**WORK TO BE COMPLETED**
Please reproduce the listing word for word. Pictures stay out.

**RECORDS**
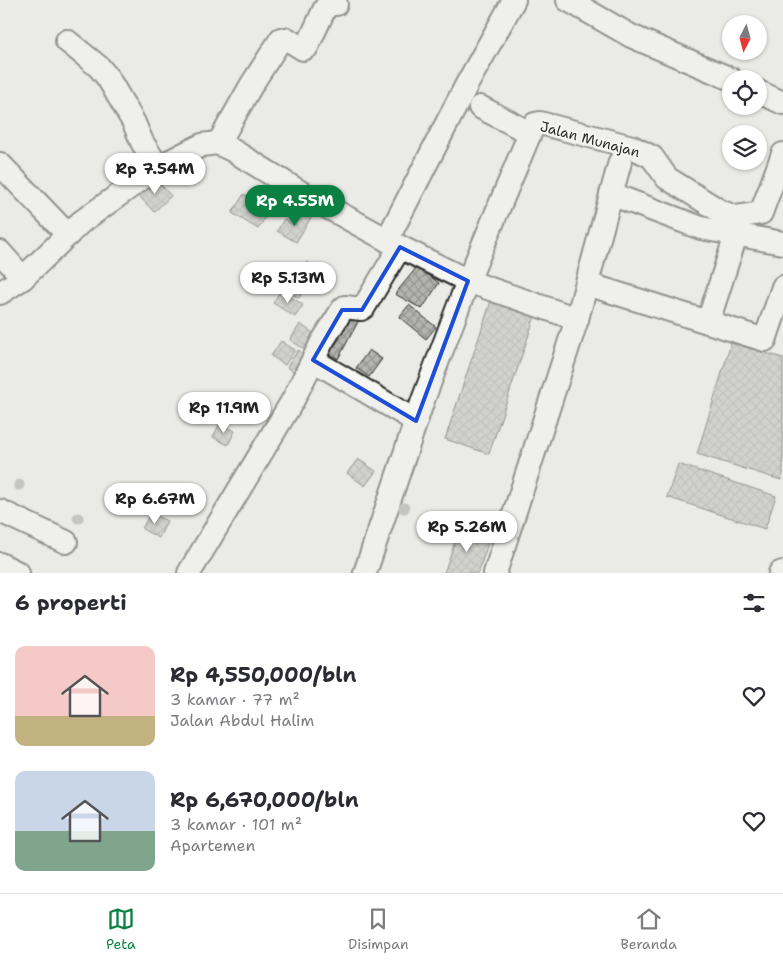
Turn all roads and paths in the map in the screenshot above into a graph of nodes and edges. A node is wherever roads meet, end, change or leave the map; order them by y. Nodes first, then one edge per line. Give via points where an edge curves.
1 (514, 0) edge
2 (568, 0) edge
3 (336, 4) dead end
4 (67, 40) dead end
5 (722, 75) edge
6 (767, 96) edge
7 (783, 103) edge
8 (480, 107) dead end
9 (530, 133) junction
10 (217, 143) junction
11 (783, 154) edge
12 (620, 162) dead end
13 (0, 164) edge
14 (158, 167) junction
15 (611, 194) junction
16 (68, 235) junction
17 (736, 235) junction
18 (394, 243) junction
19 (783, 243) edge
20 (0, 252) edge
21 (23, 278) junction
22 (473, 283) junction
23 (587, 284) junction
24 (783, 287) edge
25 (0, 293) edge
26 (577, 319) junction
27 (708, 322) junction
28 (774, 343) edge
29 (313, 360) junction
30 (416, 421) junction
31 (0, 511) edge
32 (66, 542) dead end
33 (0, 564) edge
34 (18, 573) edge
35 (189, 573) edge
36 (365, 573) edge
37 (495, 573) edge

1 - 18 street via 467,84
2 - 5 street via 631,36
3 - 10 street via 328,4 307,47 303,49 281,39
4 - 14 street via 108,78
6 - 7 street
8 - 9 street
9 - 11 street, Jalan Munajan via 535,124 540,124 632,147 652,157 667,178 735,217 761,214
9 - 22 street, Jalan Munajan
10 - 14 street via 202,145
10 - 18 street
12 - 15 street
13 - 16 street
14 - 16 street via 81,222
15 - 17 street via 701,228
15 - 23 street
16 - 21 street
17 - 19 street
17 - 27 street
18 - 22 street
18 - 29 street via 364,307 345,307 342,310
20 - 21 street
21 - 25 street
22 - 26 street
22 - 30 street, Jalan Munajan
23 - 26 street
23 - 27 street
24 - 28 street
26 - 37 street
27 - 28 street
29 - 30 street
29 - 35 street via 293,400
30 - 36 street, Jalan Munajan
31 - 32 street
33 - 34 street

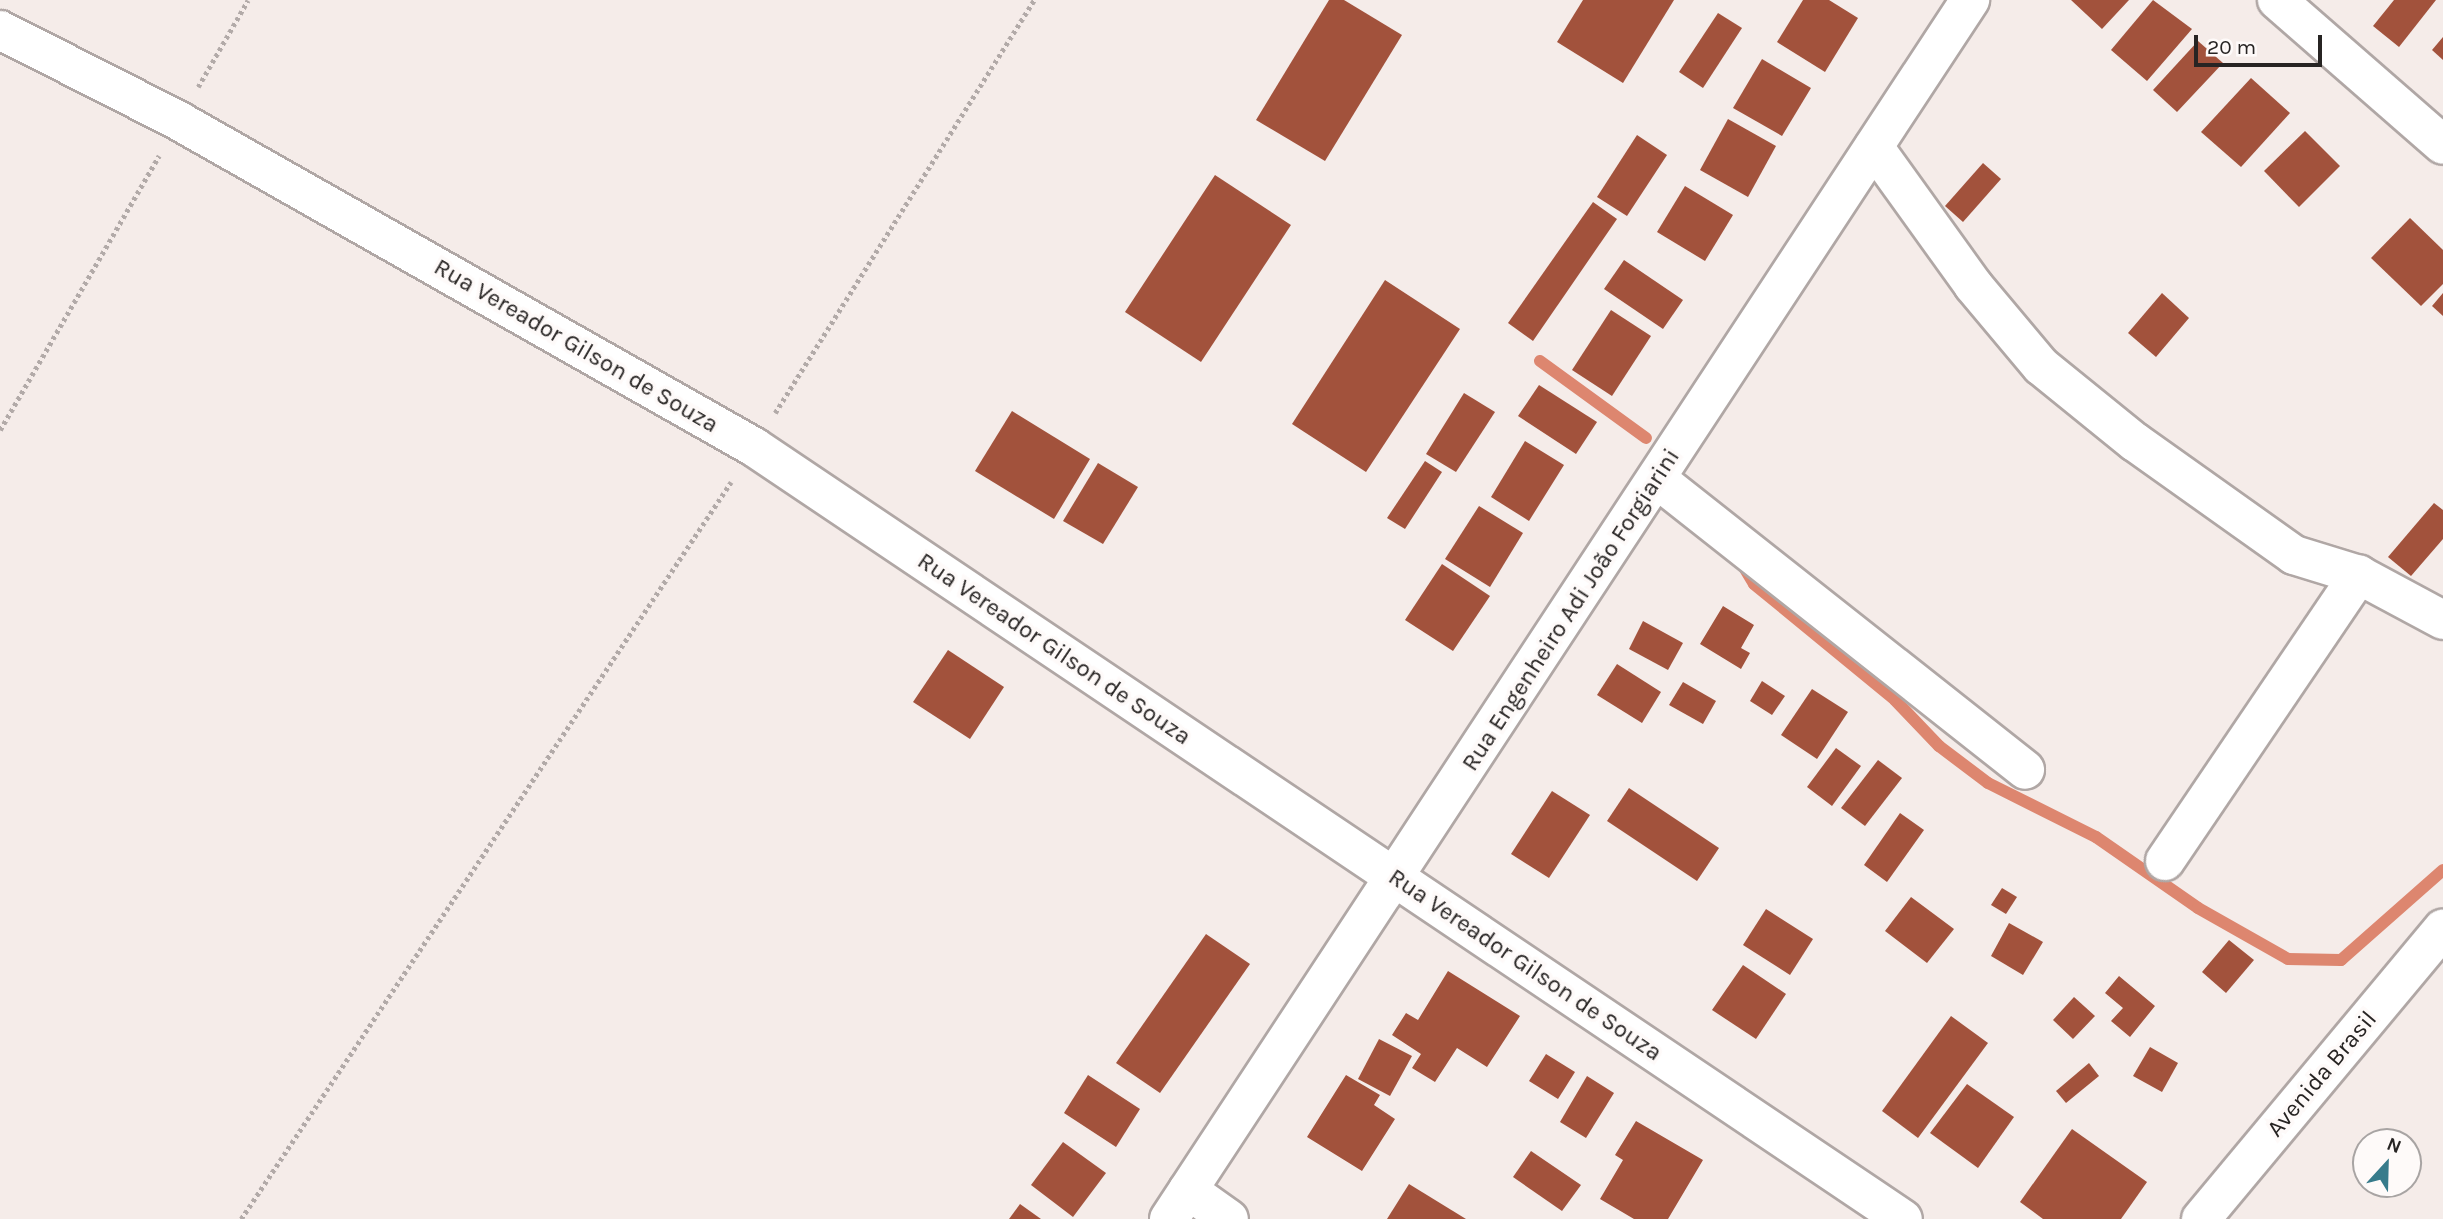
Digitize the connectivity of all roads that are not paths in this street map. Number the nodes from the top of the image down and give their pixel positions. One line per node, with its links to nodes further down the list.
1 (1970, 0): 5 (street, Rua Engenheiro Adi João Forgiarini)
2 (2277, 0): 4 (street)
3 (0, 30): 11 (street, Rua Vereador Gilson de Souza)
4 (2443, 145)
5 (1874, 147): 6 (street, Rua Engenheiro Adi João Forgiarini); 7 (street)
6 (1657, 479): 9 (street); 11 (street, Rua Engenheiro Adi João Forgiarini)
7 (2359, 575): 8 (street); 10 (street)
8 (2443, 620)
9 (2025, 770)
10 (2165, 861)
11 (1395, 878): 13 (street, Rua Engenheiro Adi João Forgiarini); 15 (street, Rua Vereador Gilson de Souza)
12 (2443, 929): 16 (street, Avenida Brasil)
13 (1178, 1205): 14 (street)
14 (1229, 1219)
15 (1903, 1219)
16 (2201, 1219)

**EXERCISE OUTPUT**
Turn all roads and paths in the map in the screenshot above into a graph of nodes and edges. A node is wherever roads meet, end, change or leave the map; order them by y. Nodes first, then one edge per line. Give via points where an edge curves.
1 (514, 0) edge
2 (568, 0) edge
3 (336, 4) dead end
4 (67, 40) dead end
5 (722, 75) edge
6 (767, 96) edge
7 (783, 103) edge
8 (480, 107) dead end
9 (530, 133) junction
10 (217, 143) junction
11 (783, 154) edge
12 (620, 162) dead end
13 (0, 164) edge
14 (158, 167) junction
15 (611, 194) junction
16 (68, 235) junction
17 (736, 235) junction
18 (394, 243) junction
19 (783, 243) edge
20 (0, 252) edge
21 (23, 278) junction
22 (473, 283) junction
23 (587, 284) junction
24 (783, 287) edge
25 (0, 293) edge
26 (577, 319) junction
27 (708, 322) junction
28 (774, 343) edge
29 (313, 360) junction
30 (416, 421) junction
31 (0, 511) edge
32 (66, 542) dead end
33 (0, 564) edge
34 (18, 573) edge
35 (189, 573) edge
36 (365, 573) edge
37 (495, 573) edge

1 - 18 street via 467,84
2 - 5 street via 631,36
3 - 10 street via 328,4 307,47 303,49 281,39
4 - 14 street via 108,78
6 - 7 street
8 - 9 street
9 - 11 street, Jalan Munajan via 535,124 540,124 632,147 652,157 667,178 735,217 761,214
9 - 22 street, Jalan Munajan
10 - 14 street via 202,145
10 - 18 street
12 - 15 street
13 - 16 street
14 - 16 street via 81,222
15 - 17 street via 701,228
15 - 23 street
16 - 21 street
17 - 19 street
17 - 27 street
18 - 22 street
18 - 29 street via 364,307 345,307 342,310
20 - 21 street
21 - 25 street
22 - 26 street
22 - 30 street, Jalan Munajan
23 - 26 street
23 - 27 street
24 - 28 street
26 - 37 street
27 - 28 street
29 - 30 street
29 - 35 street via 293,400
30 - 36 street, Jalan Munajan
31 - 32 street
33 - 34 street

Digitize the connectivity of all roads that are not paths in this street map. Number the nodes from the top of the image down and give their pixel positions. One line per node, with its links to nodes further down the list.
1 (1970, 0): 5 (street, Rua Engenheiro Adi João Forgiarini)
2 (2277, 0): 4 (street)
3 (0, 30): 11 (street, Rua Vereador Gilson de Souza)
4 (2443, 145)
5 (1874, 147): 6 (street, Rua Engenheiro Adi João Forgiarini); 7 (street)
6 (1657, 479): 9 (street); 11 (street, Rua Engenheiro Adi João Forgiarini)
7 (2359, 575): 8 (street); 10 (street)
8 (2443, 620)
9 (2025, 770)
10 (2165, 861)
11 (1395, 878): 13 (street, Rua Engenheiro Adi João Forgiarini); 15 (street, Rua Vereador Gilson de Souza)
12 (2443, 929): 16 (street, Avenida Brasil)
13 (1178, 1205): 14 (street)
14 (1229, 1219)
15 (1903, 1219)
16 (2201, 1219)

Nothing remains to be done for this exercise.